Crunch time at Thomson Reuters - The Wall Street Journal

Thomson family grows restless over Reuters venture - Financial Times

When newspapers run headlines like those, clearly all is not well.

Consider the following elements of what seems increasingly to be a moment of truth:

  • A key new product invested with hopes of overtaking rivals fails to gain traction
  • Six top executives, one of them considered a possible successor to the chief executive, exit suddenly
  • The chief executive takes personal charge of the biggest operating division
  • A leading broker downgrades the stock twice in four days ahead of the latest financial results
  • The results show sluggish growth dragged down by the ailing operating division
  • The controlling shareholder’s displeasure is made known.

All this has occurred in the past week as the corporate stress and strain of Thomson’s takeover of Reuters three years ago came into public view.

Earlier this year the editor-in-chief was abruptly replaced and the editorial department restructured with people new to the company appointed to command positions.

Perhaps tension was inevitable in two culturally disparate organisations in broadly the same industry. What’s new is that it has been exposed.

The Thomson family, Canada’s richest, is said to be impatient with the financial performance of the conglomerate formed by its acquisition of Reuters. Shares in the merged group are lingering only marginally higher than the price it paid for them, and the Thomsons want a better return on their $17 billion investment. Their 55 per cent controlling interest in the business gives them a say in its strategic direction that cannot be ignored. Two years ago the family’s investment holding company Woodbridge forced the delisting of Thomson Reuters shares on the London Stock Exchange and on NASDAQ, leaving trading in New York and Toronto. The purpose was to eliminate a persistent discount at which the London shares had traded to the Toronto shares since the April 2008 merger. Most recently, Woodbridge pressed for a senior management shake-up because of dissatisfaction with the pace of change. Last week’s executive departures were a direct consequence of the Thomsons’ disquiet.

Tom Glocer, a mergers and acquisitions lawyer who parlayed his position as chief executive of Reuters into the same role at the much larger merged group, indicated obliquely in a memo to staff that territorial tensions had hampered progress. “As we work to create a performance-driven culture, let’s make it a culture where results speak the loudest and collaboration is the norm,” he said.

As the latest results show, weak recovery from the global economic crisis has created an unfavourable climate for the company’s products. Sales to investment banks, fund managers and other finance professionals have been slow. These are in the markets division, which includes Reuters news agency and contributes almost 60 per cent of group revenue. The remainder comes from the professional division which provides information to law firms, accountants and other non-financial professionals. That division, whose healthcare information unit was put up for sale last month, continues to be strong.
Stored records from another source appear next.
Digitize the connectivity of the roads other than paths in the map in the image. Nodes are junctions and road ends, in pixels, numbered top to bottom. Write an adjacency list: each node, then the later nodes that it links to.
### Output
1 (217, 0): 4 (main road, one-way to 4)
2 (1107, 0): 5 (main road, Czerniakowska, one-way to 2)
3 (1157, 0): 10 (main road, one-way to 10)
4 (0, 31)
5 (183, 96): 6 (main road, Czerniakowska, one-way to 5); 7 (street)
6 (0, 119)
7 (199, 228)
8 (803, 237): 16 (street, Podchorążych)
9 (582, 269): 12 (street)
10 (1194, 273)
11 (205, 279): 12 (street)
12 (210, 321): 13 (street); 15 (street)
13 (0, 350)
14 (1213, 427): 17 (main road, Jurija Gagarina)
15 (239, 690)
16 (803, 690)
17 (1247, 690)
The divestiture is expected to close by year’s end.

The financial industry has not enthusiastically embraced Eikon, a next-generation data and trading platform that brings together many of the ageing Reuters and Thomson legacy products in one desktop package. Eikon is part of a $1 billion overhaul of the group’s product portfolio for financial professionals. The other parts are an ultra-high speed data distribution network and an interactive on-demand video platform. The hope was that it would win customers from Bloomberg and other competitors, but take-up since launch last September has failed to meet targets. “It won't be a Bloomberg killer, but it will reset the bar for Thomson Reuters,” one analyst said.
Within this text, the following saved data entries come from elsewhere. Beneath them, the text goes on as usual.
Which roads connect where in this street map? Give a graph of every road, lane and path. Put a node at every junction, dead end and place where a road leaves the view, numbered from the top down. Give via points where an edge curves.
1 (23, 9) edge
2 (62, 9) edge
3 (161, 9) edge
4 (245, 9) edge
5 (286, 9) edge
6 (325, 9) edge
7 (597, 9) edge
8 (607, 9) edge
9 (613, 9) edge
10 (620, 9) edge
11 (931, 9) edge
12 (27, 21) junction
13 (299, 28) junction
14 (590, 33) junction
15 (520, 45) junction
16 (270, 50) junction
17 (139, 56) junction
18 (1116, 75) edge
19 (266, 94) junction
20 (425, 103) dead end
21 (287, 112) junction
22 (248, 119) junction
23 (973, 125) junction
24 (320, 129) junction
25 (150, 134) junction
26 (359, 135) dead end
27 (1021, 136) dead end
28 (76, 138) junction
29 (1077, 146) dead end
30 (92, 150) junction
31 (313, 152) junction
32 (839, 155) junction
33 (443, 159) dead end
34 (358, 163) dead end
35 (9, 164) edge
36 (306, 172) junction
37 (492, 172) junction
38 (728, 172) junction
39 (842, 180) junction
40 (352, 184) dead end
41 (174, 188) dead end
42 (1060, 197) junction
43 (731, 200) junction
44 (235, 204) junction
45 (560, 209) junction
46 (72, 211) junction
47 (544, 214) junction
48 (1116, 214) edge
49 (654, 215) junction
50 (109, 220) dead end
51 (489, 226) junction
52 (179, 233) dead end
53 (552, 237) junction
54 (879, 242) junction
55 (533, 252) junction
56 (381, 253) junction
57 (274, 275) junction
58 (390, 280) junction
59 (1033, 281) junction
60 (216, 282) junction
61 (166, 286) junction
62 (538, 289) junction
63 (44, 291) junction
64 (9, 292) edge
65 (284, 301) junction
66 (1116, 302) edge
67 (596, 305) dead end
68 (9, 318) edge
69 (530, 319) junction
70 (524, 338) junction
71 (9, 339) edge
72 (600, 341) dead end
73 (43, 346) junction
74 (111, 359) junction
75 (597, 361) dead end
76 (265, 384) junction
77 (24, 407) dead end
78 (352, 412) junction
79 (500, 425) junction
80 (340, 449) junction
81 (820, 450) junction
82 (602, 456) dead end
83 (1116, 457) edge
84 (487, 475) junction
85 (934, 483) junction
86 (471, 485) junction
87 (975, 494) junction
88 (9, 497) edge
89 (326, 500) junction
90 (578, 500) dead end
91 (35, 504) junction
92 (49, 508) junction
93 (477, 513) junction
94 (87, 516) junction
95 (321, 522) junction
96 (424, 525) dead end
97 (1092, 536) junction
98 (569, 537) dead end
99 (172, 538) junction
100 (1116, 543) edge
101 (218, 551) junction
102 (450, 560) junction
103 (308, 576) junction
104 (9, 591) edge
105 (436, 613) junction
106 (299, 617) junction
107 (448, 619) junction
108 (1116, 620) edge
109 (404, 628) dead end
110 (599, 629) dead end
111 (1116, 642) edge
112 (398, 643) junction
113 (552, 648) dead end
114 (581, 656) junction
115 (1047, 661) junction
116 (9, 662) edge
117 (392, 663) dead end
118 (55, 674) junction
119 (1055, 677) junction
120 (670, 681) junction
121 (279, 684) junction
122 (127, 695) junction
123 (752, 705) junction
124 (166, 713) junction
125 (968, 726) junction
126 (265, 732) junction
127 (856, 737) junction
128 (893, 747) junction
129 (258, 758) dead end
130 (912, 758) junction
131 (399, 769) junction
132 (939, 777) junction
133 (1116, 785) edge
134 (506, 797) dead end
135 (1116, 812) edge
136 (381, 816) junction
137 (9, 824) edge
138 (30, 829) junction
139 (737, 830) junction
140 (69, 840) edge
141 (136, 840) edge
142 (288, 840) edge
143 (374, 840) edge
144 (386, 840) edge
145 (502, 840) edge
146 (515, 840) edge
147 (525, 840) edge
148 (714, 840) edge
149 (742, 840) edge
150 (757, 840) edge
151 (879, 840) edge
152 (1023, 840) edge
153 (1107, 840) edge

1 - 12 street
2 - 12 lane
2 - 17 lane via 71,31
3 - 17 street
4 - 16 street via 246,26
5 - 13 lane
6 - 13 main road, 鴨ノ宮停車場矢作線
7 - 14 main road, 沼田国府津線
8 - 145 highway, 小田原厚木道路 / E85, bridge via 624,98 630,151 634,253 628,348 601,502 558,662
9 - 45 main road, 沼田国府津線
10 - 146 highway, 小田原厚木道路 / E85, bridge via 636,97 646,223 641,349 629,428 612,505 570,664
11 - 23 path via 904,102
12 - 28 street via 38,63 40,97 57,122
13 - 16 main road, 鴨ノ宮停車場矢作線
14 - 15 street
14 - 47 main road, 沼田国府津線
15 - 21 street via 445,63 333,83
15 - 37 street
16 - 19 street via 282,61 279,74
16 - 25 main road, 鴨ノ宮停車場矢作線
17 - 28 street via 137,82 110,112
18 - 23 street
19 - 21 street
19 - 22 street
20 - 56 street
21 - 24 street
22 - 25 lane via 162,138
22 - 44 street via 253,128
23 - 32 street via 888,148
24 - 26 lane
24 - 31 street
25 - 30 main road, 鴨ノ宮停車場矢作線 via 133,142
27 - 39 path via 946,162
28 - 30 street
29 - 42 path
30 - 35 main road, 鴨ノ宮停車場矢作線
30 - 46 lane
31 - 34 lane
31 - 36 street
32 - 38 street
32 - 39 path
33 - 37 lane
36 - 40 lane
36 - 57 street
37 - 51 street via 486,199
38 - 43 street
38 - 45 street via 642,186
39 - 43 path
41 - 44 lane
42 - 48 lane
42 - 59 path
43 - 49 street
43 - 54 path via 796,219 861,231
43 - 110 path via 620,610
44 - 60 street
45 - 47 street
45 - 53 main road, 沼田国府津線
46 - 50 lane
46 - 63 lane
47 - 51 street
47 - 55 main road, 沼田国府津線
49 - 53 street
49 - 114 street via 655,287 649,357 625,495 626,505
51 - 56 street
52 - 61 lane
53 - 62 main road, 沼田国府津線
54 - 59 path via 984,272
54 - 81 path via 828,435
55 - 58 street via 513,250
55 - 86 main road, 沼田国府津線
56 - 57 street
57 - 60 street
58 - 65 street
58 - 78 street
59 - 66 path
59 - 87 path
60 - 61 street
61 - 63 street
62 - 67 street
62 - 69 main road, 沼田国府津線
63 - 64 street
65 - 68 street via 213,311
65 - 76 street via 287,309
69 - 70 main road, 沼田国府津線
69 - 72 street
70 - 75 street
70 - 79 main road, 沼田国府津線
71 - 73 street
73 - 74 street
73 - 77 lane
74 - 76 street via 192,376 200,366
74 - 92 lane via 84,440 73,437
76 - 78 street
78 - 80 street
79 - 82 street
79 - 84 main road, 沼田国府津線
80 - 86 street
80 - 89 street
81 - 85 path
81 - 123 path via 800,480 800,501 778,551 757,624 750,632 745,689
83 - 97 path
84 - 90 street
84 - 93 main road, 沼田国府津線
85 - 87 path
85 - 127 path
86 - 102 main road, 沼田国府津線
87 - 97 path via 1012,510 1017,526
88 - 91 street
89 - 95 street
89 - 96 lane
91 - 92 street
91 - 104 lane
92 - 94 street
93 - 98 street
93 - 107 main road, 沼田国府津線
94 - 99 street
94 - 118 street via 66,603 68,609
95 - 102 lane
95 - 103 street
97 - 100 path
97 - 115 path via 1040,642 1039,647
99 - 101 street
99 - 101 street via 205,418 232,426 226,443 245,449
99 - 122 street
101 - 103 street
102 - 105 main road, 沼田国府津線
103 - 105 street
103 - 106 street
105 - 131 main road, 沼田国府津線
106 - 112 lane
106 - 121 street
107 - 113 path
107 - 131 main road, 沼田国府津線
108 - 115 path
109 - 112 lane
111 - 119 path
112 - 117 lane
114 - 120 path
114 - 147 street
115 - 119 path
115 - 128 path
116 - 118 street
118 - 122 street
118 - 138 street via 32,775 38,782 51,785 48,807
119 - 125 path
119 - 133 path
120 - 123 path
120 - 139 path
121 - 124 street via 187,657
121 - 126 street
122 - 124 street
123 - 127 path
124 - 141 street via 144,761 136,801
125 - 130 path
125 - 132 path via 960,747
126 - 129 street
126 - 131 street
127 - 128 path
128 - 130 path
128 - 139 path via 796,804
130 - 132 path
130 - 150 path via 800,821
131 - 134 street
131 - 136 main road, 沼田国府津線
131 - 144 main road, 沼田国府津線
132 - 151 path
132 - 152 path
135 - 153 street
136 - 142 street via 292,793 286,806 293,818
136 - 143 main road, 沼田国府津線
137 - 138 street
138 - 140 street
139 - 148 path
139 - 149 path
Analysts who follow Thomson Reuters want to know how and when things will turn around

Amid talk of management turmoil, investment analysts agree Glocer is in the line of fire if results do not improve. The FT, quoting a person close to him, said his new hands-on role marks a departure from his previous management style. “The pressure is on him,” said one analyst. “But he has confidence in his abilities and he’s the man to tackle the job.” Said another: “As he becomes more directly involved … it's going to be very difficult to blame any poor performance on anyone else.” In an internal memo, Glocer admitted that, from a personal perspective, the departures were difficult changes involving people with whom he had worked closely for many years. “No one, me included, gets a bye on performance,” he said.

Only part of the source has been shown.